The Making of Featurette includes interviews with Mielants, as well as actors Kevin Janssen and Jemaine Clement. It also features behind-the-scenes footage, including the shooting of a sequence that isn’t included in the final cut. Mielants gives more details about the inspiration for the story, and how the lack of ambition in the title character resulted in simplifying the narrative. He has high praise for Janssen, who gained nearly forty pounds in seven weeks to play the role. In the separate interview with Mielants, he discusses a variety of topics such as how working in television prepared him for feature work, the humor and the music in the film, and why he considers a nudist film to be a costume drama. In the interview with Bart Van Langendonck, he explains what attracts him to a project, what it was like getting Patrick off the ground, his favorite part about the making of it, and the reaction to the film. He makes the interesting point that costuming becomes oddly important to a nudist film, because the limited pieces of clothing end up defining the characters who wear them. A Tale of Three Trailers demonstrates the battles with the UK censors over what they would allow: the first is the original uncut version; the second cheekily uses black boxes to cover the nudity; and the third is the version that the censors finally accepted. Funeral Music is an extended version of the cue that Geert Hellings composed for the scattering of the ashes that occurs during the film.

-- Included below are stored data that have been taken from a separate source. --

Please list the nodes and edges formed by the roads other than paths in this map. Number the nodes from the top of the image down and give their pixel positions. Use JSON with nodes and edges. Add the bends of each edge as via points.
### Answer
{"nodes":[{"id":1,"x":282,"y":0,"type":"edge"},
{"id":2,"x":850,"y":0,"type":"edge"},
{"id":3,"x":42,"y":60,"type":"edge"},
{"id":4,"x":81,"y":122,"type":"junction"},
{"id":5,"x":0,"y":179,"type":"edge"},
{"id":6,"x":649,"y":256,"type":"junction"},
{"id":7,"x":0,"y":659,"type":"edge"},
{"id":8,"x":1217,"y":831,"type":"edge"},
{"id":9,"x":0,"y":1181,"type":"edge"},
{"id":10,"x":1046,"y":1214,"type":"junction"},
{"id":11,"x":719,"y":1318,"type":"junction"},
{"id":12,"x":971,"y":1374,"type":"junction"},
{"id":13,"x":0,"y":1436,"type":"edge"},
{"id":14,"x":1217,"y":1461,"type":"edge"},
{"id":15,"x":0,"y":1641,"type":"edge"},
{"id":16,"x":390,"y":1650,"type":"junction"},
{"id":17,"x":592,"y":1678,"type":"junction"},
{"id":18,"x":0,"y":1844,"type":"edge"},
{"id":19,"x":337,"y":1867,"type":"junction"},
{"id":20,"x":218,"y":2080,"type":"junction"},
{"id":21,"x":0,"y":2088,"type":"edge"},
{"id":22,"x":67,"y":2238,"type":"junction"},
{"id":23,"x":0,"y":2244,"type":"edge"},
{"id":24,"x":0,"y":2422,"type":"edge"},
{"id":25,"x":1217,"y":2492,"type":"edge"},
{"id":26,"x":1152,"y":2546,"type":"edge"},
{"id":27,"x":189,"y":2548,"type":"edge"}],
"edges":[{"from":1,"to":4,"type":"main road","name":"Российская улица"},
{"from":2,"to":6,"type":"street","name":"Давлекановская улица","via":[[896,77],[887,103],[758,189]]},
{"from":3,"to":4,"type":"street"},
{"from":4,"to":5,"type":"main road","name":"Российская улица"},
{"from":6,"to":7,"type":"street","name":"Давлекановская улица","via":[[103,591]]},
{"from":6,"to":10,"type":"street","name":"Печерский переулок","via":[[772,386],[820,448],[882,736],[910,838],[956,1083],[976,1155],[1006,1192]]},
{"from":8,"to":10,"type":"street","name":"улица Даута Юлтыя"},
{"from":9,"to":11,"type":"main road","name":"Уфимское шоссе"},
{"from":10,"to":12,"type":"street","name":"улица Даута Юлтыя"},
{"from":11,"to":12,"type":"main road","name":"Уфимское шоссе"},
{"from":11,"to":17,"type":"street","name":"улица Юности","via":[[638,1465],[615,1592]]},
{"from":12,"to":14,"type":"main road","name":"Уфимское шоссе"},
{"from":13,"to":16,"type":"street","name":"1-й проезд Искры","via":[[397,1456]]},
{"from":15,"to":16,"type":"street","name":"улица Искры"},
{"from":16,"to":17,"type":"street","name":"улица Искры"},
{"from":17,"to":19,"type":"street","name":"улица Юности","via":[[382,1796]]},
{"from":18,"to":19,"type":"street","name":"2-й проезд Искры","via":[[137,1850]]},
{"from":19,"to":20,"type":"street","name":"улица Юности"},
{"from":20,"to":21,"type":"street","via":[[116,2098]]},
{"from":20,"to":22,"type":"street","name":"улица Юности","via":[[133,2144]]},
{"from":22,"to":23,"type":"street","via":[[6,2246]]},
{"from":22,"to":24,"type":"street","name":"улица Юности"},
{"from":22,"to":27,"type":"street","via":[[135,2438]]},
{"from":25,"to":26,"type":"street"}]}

Watching Patrick is an interesting experience, because the abundant nudity on display throughout the film seems quite commonplace by the end—which is kind of the point, as there’s nothing inherently remarkable about being naked. Yet the barriers between people exist with or without clothing, and Patrick is a thought-provoking look at the universal nature of the challenges inherent in all human interactions.